The report projected that the U.S. rate cut would accelerate the economic recovery of emerging markets, revitalizing South Korea's exports to these countries. An analysis of the correlation between U.S. policy rate changes and emerging market import demand over the past 15 years showed a recurring pattern where capital inflows to emerging markets increased after U.S. rate cuts, leading to a recovery in import demand.


It was also forecasted that the negative impact of the Korean won's appreciation, caused by the U.S. rate cut, on exports would be limited. Global investment banks expect that even after the recent rate cut announcement, the value of the U.S. dollar will weaken by only 2.3% in the third quarter of next year compared to the fourth quarter of this year. The won-dollar exchange rate is expected to decline gradually, falling below 1,300 won per dollar only after the second half of next year.

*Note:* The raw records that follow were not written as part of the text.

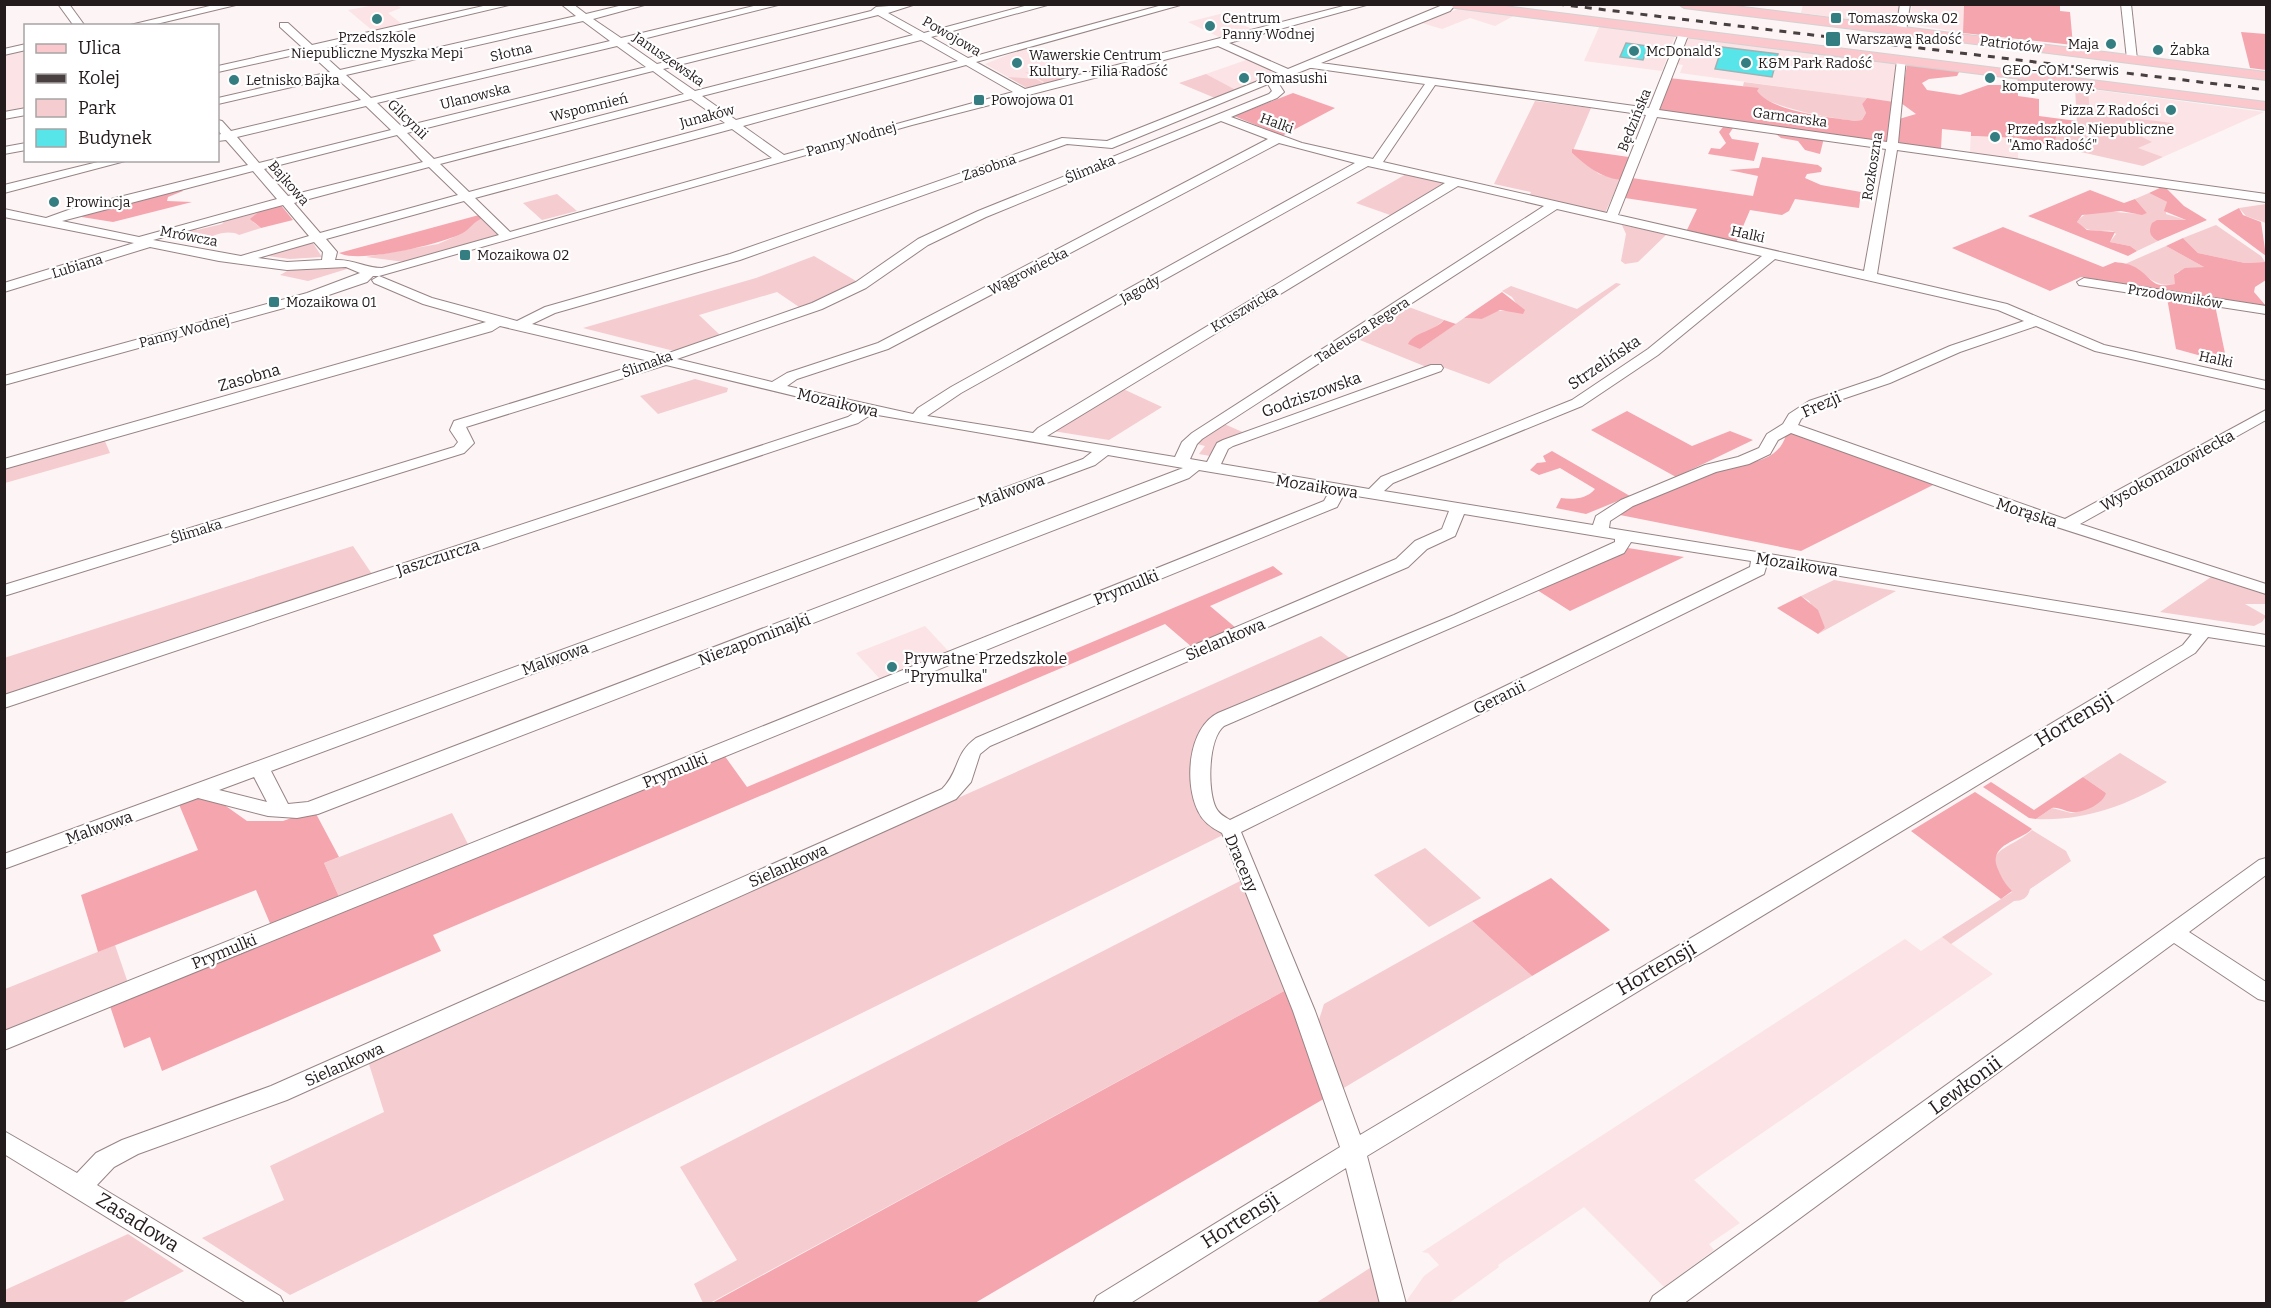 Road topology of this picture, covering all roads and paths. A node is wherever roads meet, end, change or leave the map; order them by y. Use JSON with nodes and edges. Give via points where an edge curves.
{"nodes":[{"id":1,"x":63,"y":4,"type":"edge"},
{"id":2,"x":235,"y":4,"type":"edge"},
{"id":3,"x":508,"y":4,"type":"edge"},
{"id":4,"x":566,"y":4,"type":"edge"},
{"id":5,"x":643,"y":4,"type":"edge"},
{"id":6,"x":777,"y":4,"type":"edge"},
{"id":7,"x":867,"y":4,"type":"edge"},
{"id":8,"x":911,"y":4,"type":"edge"},
{"id":9,"x":1046,"y":4,"type":"edge"},
{"id":10,"x":1179,"y":4,"type":"edge"},
{"id":11,"x":1365,"y":4,"type":"edge"},
{"id":12,"x":1380,"y":4,"type":"edge"},
{"id":13,"x":1453,"y":4,"type":"edge"},
{"id":14,"x":1684,"y":4,"type":"edge"},
{"id":15,"x":1905,"y":4,"type":"edge"},
{"id":16,"x":2126,"y":4,"type":"edge"},
{"id":17,"x":1474,"y":5,"type":"edge"},
{"id":18,"x":880,"y":12,"type":"junction"},
{"id":19,"x":1321,"y":16,"type":"junction"},
{"id":20,"x":585,"y":18,"type":"junction"},
{"id":21,"x":78,"y":24,"type":"edge"},
{"id":22,"x":139,"y":24,"type":"edge"},
{"id":23,"x":284,"y":25,"type":"dead end"},
{"id":24,"x":1901,"y":31,"type":"junction"},
{"id":25,"x":1684,"y":33,"type":"junction"},
{"id":26,"x":922,"y":36,"type":"junction"},
{"id":27,"x":619,"y":42,"type":"junction"},
{"id":28,"x":1219,"y":42,"type":"junction"},
{"id":29,"x":24,"y":47,"type":"edge"},
{"id":30,"x":310,"y":49,"type":"junction"},
{"id":31,"x":4,"y":52,"type":"edge"},
{"id":32,"x":2132,"y":59,"type":"junction"},
{"id":33,"x":1902,"y":60,"type":"junction"},
{"id":34,"x":966,"y":62,"type":"junction"},
{"id":35,"x":1310,"y":64,"type":"junction"},
{"id":36,"x":655,"y":67,"type":"junction"},
{"id":37,"x":219,"y":69,"type":"edge"},
{"id":38,"x":1288,"y":73,"type":"junction"},
{"id":39,"x":339,"y":74,"type":"junction"},
{"id":40,"x":2266,"y":76,"type":"edge"},
{"id":41,"x":1270,"y":79,"type":"junction"},
{"id":42,"x":1432,"y":82,"type":"junction"},
{"id":43,"x":1023,"y":93,"type":"junction"},
{"id":44,"x":695,"y":95,"type":"junction"},
{"id":45,"x":219,"y":101,"type":"edge"},
{"id":46,"x":369,"y":102,"type":"junction"},
{"id":47,"x":2266,"y":106,"type":"edge"},
{"id":48,"x":24,"y":111,"type":"edge"},
{"id":49,"x":1652,"y":113,"type":"junction"},
{"id":50,"x":4,"y":116,"type":"edge"},
{"id":51,"x":1221,"y":117,"type":"junction"},
{"id":52,"x":735,"y":124,"type":"junction"},
{"id":53,"x":397,"y":131,"type":"junction"},
{"id":54,"x":223,"y":137,"type":"edge"},
{"id":55,"x":1275,"y":140,"type":"junction"},
{"id":56,"x":24,"y":146,"type":"edge"},
{"id":57,"x":1892,"y":146,"type":"junction"},
{"id":58,"x":4,"y":151,"type":"edge"},
{"id":59,"x":783,"y":159,"type":"junction"},
{"id":60,"x":115,"y":162,"type":"edge"},
{"id":61,"x":431,"y":162,"type":"junction"},
{"id":62,"x":1370,"y":164,"type":"junction"},
{"id":63,"x":254,"y":167,"type":"junction"},
{"id":64,"x":1456,"y":182,"type":"junction"},
{"id":65,"x":4,"y":189,"type":"edge"},
{"id":66,"x":466,"y":195,"type":"junction"},
{"id":67,"x":2266,"y":198,"type":"edge"},
{"id":68,"x":283,"y":200,"type":"junction"},
{"id":69,"x":1554,"y":205,"type":"junction"},
{"id":70,"x":5,"y":213,"type":"edge"},
{"id":71,"x":1611,"y":218,"type":"junction"},
{"id":72,"x":47,"y":222,"type":"junction"},
{"id":73,"x":316,"y":237,"type":"junction"},
{"id":74,"x":508,"y":237,"type":"junction"},
{"id":75,"x":144,"y":242,"type":"junction"},
{"id":76,"x":1772,"y":255,"type":"junction"},
{"id":77,"x":243,"y":260,"type":"junction"},
{"id":78,"x":328,"y":264,"type":"junction"},
{"id":79,"x":373,"y":276,"type":"junction"},
{"id":80,"x":1870,"y":277,"type":"junction"},
{"id":81,"x":2084,"y":282,"type":"dead end"},
{"id":82,"x":4,"y":288,"type":"edge"},
{"id":83,"x":2266,"y":310,"type":"edge"},
{"id":84,"x":500,"y":320,"type":"junction"},
{"id":85,"x":2039,"y":321,"type":"junction"},
{"id":86,"x":520,"y":325,"type":"junction"},
{"id":87,"x":666,"y":360,"type":"junction"},
{"id":88,"x":1436,"y":368,"type":"dead end"},
{"id":89,"x":4,"y":381,"type":"edge"},
{"id":90,"x":2266,"y":385,"type":"edge"},
{"id":91,"x":775,"y":387,"type":"junction"},
{"id":92,"x":870,"y":409,"type":"junction"},
{"id":93,"x":2266,"y":414,"type":"edge"},
{"id":94,"x":917,"y":419,"type":"junction"},
{"id":95,"x":1790,"y":427,"type":"junction"},
{"id":96,"x":1036,"y":440,"type":"junction"},
{"id":97,"x":1104,"y":451,"type":"junction"},
{"id":98,"x":4,"y":464,"type":"edge"},
{"id":99,"x":1196,"y":466,"type":"junction"},
{"id":100,"x":1338,"y":489,"type":"junction"},
{"id":101,"x":1374,"y":495,"type":"junction"},
{"id":102,"x":1458,"y":508,"type":"junction"},
{"id":103,"x":2067,"y":525,"type":"junction"},
{"id":104,"x":1600,"y":531,"type":"junction"},
{"id":105,"x":1623,"y":535,"type":"junction"},
{"id":106,"x":1760,"y":558,"type":"junction"},
{"id":107,"x":2266,"y":589,"type":"edge"},
{"id":108,"x":4,"y":591,"type":"edge"},
{"id":109,"x":2204,"y":631,"type":"junction"},
{"id":110,"x":2266,"y":641,"type":"edge"},
{"id":111,"x":4,"y":702,"type":"edge"},
{"id":112,"x":259,"y":767,"type":"junction"},
{"id":113,"x":196,"y":791,"type":"junction"},
{"id":114,"x":281,"y":810,"type":"junction"},
{"id":115,"x":1230,"y":829,"type":"junction"},
{"id":116,"x":4,"y":862,"type":"edge"},
{"id":117,"x":2266,"y":865,"type":"edge"},
{"id":118,"x":2175,"y":933,"type":"junction"},
{"id":119,"x":2266,"y":993,"type":"edge"},
{"id":120,"x":4,"y":1041,"type":"edge"},
{"id":121,"x":4,"y":1141,"type":"edge"},
{"id":122,"x":1353,"y":1149,"type":"junction"},
{"id":123,"x":80,"y":1186,"type":"junction"},
{"id":124,"x":271,"y":1304,"type":"edge"},
{"id":125,"x":1106,"y":1304,"type":"edge"},
{"id":126,"x":1393,"y":1304,"type":"edge"},
{"id":127,"x":1662,"y":1304,"type":"edge"}],
"edges":[{"from":1,"to":21,"type":"street"},
{"from":2,"to":22,"type":"street"},
{"from":3,"to":30,"type":"street"},
{"from":4,"to":20,"type":"street","name":"Januszewska"},
{"from":5,"to":20,"type":"street"},
{"from":6,"to":27,"type":"street","name":"Słotna"},
{"from":7,"to":18,"type":"street","name":"Powojowa"},
{"from":8,"to":18,"type":"street","name":"Ulanowska"},
{"from":9,"to":26,"type":"street","name":"Wspomnień"},
{"from":10,"to":34,"type":"street","name":"Junaków"},
{"from":11,"to":19,"type":"street","name":"Panny Wodnej"},
{"from":12,"to":19,"type":"street","name":"Panny Wodnej"},
{"from":13,"to":17,"type":"main road","name":"Patriotów"},
{"from":13,"to":35,"type":"street","name":"Zasobna"},
{"from":14,"to":24,"type":"main road","name":"Patriotów"},
{"from":15,"to":24,"type":"street"},
{"from":16,"to":32,"type":"street"},
{"from":17,"to":25,"type":"main road","name":"Patriotów"},
{"from":18,"to":26,"type":"street","name":"Powojowa"},
{"from":18,"to":36,"type":"street","name":"Ulanowska"},
{"from":19,"to":28,"type":"street","name":"Panny Wodnej"},
{"from":20,"to":27,"type":"street","name":"Januszewska"},
{"from":20,"to":39,"type":"street"},
{"from":23,"to":30,"type":"street","name":"Glicynii"},
{"from":24,"to":32,"type":"main road","name":"Patriotów"},
{"from":25,"to":33,"type":"main road","name":"Patriotów"},
{"from":25,"to":49,"type":"street","name":"Będzińska"},
{"from":26,"to":34,"type":"street","name":"Powojowa"},
{"from":26,"to":44,"type":"street","name":"Wspomnień"},
{"from":27,"to":36,"type":"street","name":"Januszewska"},
{"from":27,"to":46,"type":"street","name":"Słotna"},
{"from":28,"to":38,"type":"street"},
{"from":28,"to":43,"type":"street","name":"Panny Wodnej"},
{"from":29,"to":31,"type":"street"},
{"from":30,"to":37,"type":"street"},
{"from":30,"to":39,"type":"street","name":"Glicynii"},
{"from":32,"to":40,"type":"main road","name":"Patriotów"},
{"from":33,"to":47,"type":"main road","name":"Patriotów"},
{"from":33,"to":57,"type":"street","name":"Rozkoszna"},
{"from":34,"to":43,"type":"street","name":"Powojowa"},
{"from":34,"to":52,"type":"street","name":"Junaków"},
{"from":35,"to":38,"type":"street","name":"Zasobna"},
{"from":35,"to":42,"type":"street","name":"Garncarska"},
{"from":36,"to":44,"type":"street","name":"Januszewska"},
{"from":36,"to":53,"type":"street","name":"Ulanowska"},
{"from":38,"to":41,"type":"street","name":"Zasobna"},
{"from":39,"to":45,"type":"street"},
{"from":39,"to":46,"type":"street","name":"Glicynii"},
{"from":41,"to":51,"type":"street","name":"Ślimaka","via":[[1277,94]]},
{"from":41,"to":86,"type":"street","name":"Zasobna","via":[[1108,145],[1066,140],[735,257],[550,310]]},
{"from":42,"to":49,"type":"street","name":"Garncarska"},
{"from":42,"to":62,"type":"street","name":"Jagody"},
{"from":43,"to":59,"type":"street","name":"Panny Wodnej"},
{"from":44,"to":52,"type":"street","name":"Januszewska"},
{"from":44,"to":61,"type":"street","name":"Wspomnień"},
{"from":46,"to":53,"type":"street","name":"Glicynii"},
{"from":46,"to":54,"type":"street","name":"Słotna"},
{"from":48,"to":50,"type":"street"},
{"from":49,"to":57,"type":"street","name":"Garncarska"},
{"from":49,"to":71,"type":"street","name":"Będzińska"},
{"from":51,"to":55,"type":"street","name":"Halki"},
{"from":51,"to":87,"type":"street","name":"Ślimaka","via":[[922,242],[869,280],[817,306]]},
{"from":52,"to":59,"type":"street","name":"Januszewska"},
{"from":52,"to":66,"type":"street","name":"Junaków"},
{"from":53,"to":61,"type":"street","name":"Glicynii"},
{"from":53,"to":63,"type":"street","name":"Ulanowska"},
{"from":54,"to":63,"type":"street","name":"Bajkowa"},
{"from":55,"to":62,"type":"street","name":"Halki"},
{"from":55,"to":91,"type":"street","name":"Wągrowiecka","via":[[883,346],[789,378]]},
{"from":56,"to":58,"type":"street"},
{"from":57,"to":67,"type":"street","name":"Garncarska"},
{"from":57,"to":80,"type":"street","name":"Rozkoszna"},
{"from":59,"to":74,"type":"street","name":"Panny Wodnej"},
{"from":60,"to":65,"type":"street"},
{"from":61,"to":66,"type":"street","name":"Glicynii"},
{"from":61,"to":68,"type":"street","name":"Wspomnień"},
{"from":62,"to":64,"type":"street","name":"Halki"},
{"from":62,"to":94,"type":"street","name":"Jagody","via":[[956,390]]},
{"from":63,"to":68,"type":"street","name":"Bajkowa"},
{"from":63,"to":72,"type":"street","name":"Ulanowska"},
{"from":64,"to":69,"type":"street","name":"Halki"},
{"from":64,"to":96,"type":"street","name":"Kruszwicka","via":[[1043,431]]},
{"from":66,"to":73,"type":"street","name":"Junaków"},
{"from":66,"to":74,"type":"street","name":"Glicynii"},
{"from":68,"to":73,"type":"street","name":"Bajkowa"},
{"from":68,"to":75,"type":"street","name":"Wspomnień","via":[[150,236]]},
{"from":69,"to":71,"type":"street","name":"Halki"},
{"from":69,"to":99,"type":"street","name":"Tadeusza Regera","via":[[1197,436],[1190,442]]},
{"from":70,"to":72,"type":"street","name":"Mrówcza"},
{"from":71,"to":76,"type":"street","name":"Halki"},
{"from":72,"to":75,"type":"street","name":"Mrówcza"},
{"from":73,"to":77,"type":"street","name":"Junaków"},
{"from":73,"to":78,"type":"street","name":"Bajkowa","via":[[330,252]]},
{"from":74,"to":79,"type":"street","name":"Panny Wodnej"},
{"from":75,"to":77,"type":"street","name":"Mrówcza"},
{"from":75,"to":82,"type":"street","name":"Lubiana"},
{"from":76,"to":80,"type":"street","name":"Halki"},
{"from":76,"to":101,"type":"street","name":"Strzelińska","via":[[1593,394],[1387,480]]},
{"from":77,"to":78,"type":"street","name":"Mrówcza","via":[[287,266]]},
{"from":78,"to":79,"type":"street","name":"Mrówcza","via":[[354,264]]},
{"from":79,"to":84,"type":"street","name":"Mozaikowa","via":[[418,297]]},
{"from":79,"to":89,"type":"street","name":"Panny Wodnej"},
{"from":80,"to":85,"type":"street","name":"Halki","via":[[2002,307]]},
{"from":81,"to":83,"type":"street","name":"Przodowników"},
{"from":84,"to":86,"type":"street","name":"Mozaikowa"},
{"from":84,"to":98,"type":"street","name":"Zasobna","via":[[487,328]]},
{"from":85,"to":90,"type":"street","name":"Halki","via":[[2100,348]]},
{"from":85,"to":95,"type":"street","name":"Frezji","via":[[1954,349],[1885,380],[1814,404],[1794,417]]},
{"from":86,"to":87,"type":"street","name":"Mozaikowa"},
{"from":87,"to":91,"type":"street","name":"Mozaikowa"},
{"from":87,"to":108,"type":"street","name":"Ślimaka","via":[[459,424],[458,430],[466,443],[459,450]]},
{"from":88,"to":99,"type":"street","name":"Godziszowska","via":[[1228,443]]},
{"from":91,"to":92,"type":"street","name":"Mozaikowa"},
{"from":92,"to":94,"type":"street","name":"Mozaikowa"},
{"from":92,"to":111,"type":"street","name":"Jaszczurcza","via":[[853,420]]},
{"from":93,"to":103,"type":"street","name":"Wysokomazowiecka"},
{"from":94,"to":96,"type":"street","name":"Mozaikowa"},
{"from":95,"to":103,"type":"street","name":"Morąska"},
{"from":95,"to":104,"type":"street","name":"Frezji","via":[[1772,437],[1760,454],[1711,468],[1610,511],[1602,519]]},
{"from":96,"to":97,"type":"street","name":"Mozaikowa"},
{"from":97,"to":99,"type":"street","name":"Mozaikowa"},
{"from":97,"to":112,"type":"street","name":"Malwowa","via":[[1089,462]]},
{"from":99,"to":100,"type":"street","name":"Mozaikowa"},
{"from":99,"to":114,"type":"street","name":"Niezapominajki","via":[[1183,475],[311,809]]},
{"from":100,"to":101,"type":"street","name":"Mozaikowa"},
{"from":100,"to":120,"type":"street","name":"Prymulki","via":[[1331,504]]},
{"from":101,"to":102,"type":"street","name":"Mozaikowa"},
{"from":102,"to":104,"type":"street","name":"Mozaikowa"},
{"from":102,"to":123,"type":"street","name":"Sielankowa","via":[[1449,532],[1421,545],[1402,563],[983,742],[971,751],[961,782],[950,794],[279,1093],[130,1147],[105,1161]]},
{"from":103,"to":107,"type":"street","name":"Morąska"},
{"from":104,"to":105,"type":"street","name":"Mozaikowa"},
{"from":105,"to":106,"type":"street","name":"Mozaikowa"},
{"from":105,"to":115,"type":"street","name":"Draceny","via":[[1618,549],[1213,725],[1205,738],[1202,761],[1204,803],[1212,817]]},
{"from":106,"to":109,"type":"street","name":"Mozaikowa"},
{"from":106,"to":115,"type":"street","name":"Geranii","via":[[1758,570]]},
{"from":109,"to":110,"type":"street","name":"Mozaikowa"},
{"from":109,"to":122,"type":"street","name":"Hortensji","via":[[2189,649]]},
{"from":112,"to":113,"type":"street","name":"Malwowa"},
{"from":112,"to":114,"type":"street"},
{"from":113,"to":114,"type":"street","name":"Niezapominajki"},
{"from":113,"to":116,"type":"street","name":"Malwowa"},
{"from":115,"to":122,"type":"street","name":"Draceny","via":[[1304,1011]]},
{"from":117,"to":118,"type":"street","name":"Lewkonii"},
{"from":118,"to":119,"type":"street"},
{"from":118,"to":127,"type":"street","name":"Lewkonii"},
{"from":121,"to":123,"type":"street","name":"Zasadowa"},
{"from":122,"to":125,"type":"street","name":"Hortensji"},
{"from":122,"to":126,"type":"street","name":"Draceny"},
{"from":123,"to":124,"type":"street","name":"Zasadowa"}]}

Additionally, the report assessed that since a rate hike in Japan and a strengthening of the yen are anticipated, the negative impact on South Korean exports through exchange rate channels will also be limited.

"US Interest Rate Cut Positive for Korean Exports... Effects to Fully Materialize After 2 Months" Impact Path of US Interest Rate Cut on South Korea's Exports
[Image Source=Korea International Trade Association]

Jo Eui-yoon, Senior Researcher at the Korea International Trade Association, stated, "This U.S. rate cut is positive in that it marks a gradual normalization of interest rates, ending the high-interest-rate era." However, he emphasized, "In the fourth quarter, including the remaining Federal Open Market Committee (FOMC) schedule, geopolitical risk factors such as the Russia-Ukraine war and Middle East risks remain, so it is necessary to carefully monitor changes in the export environment of key markets."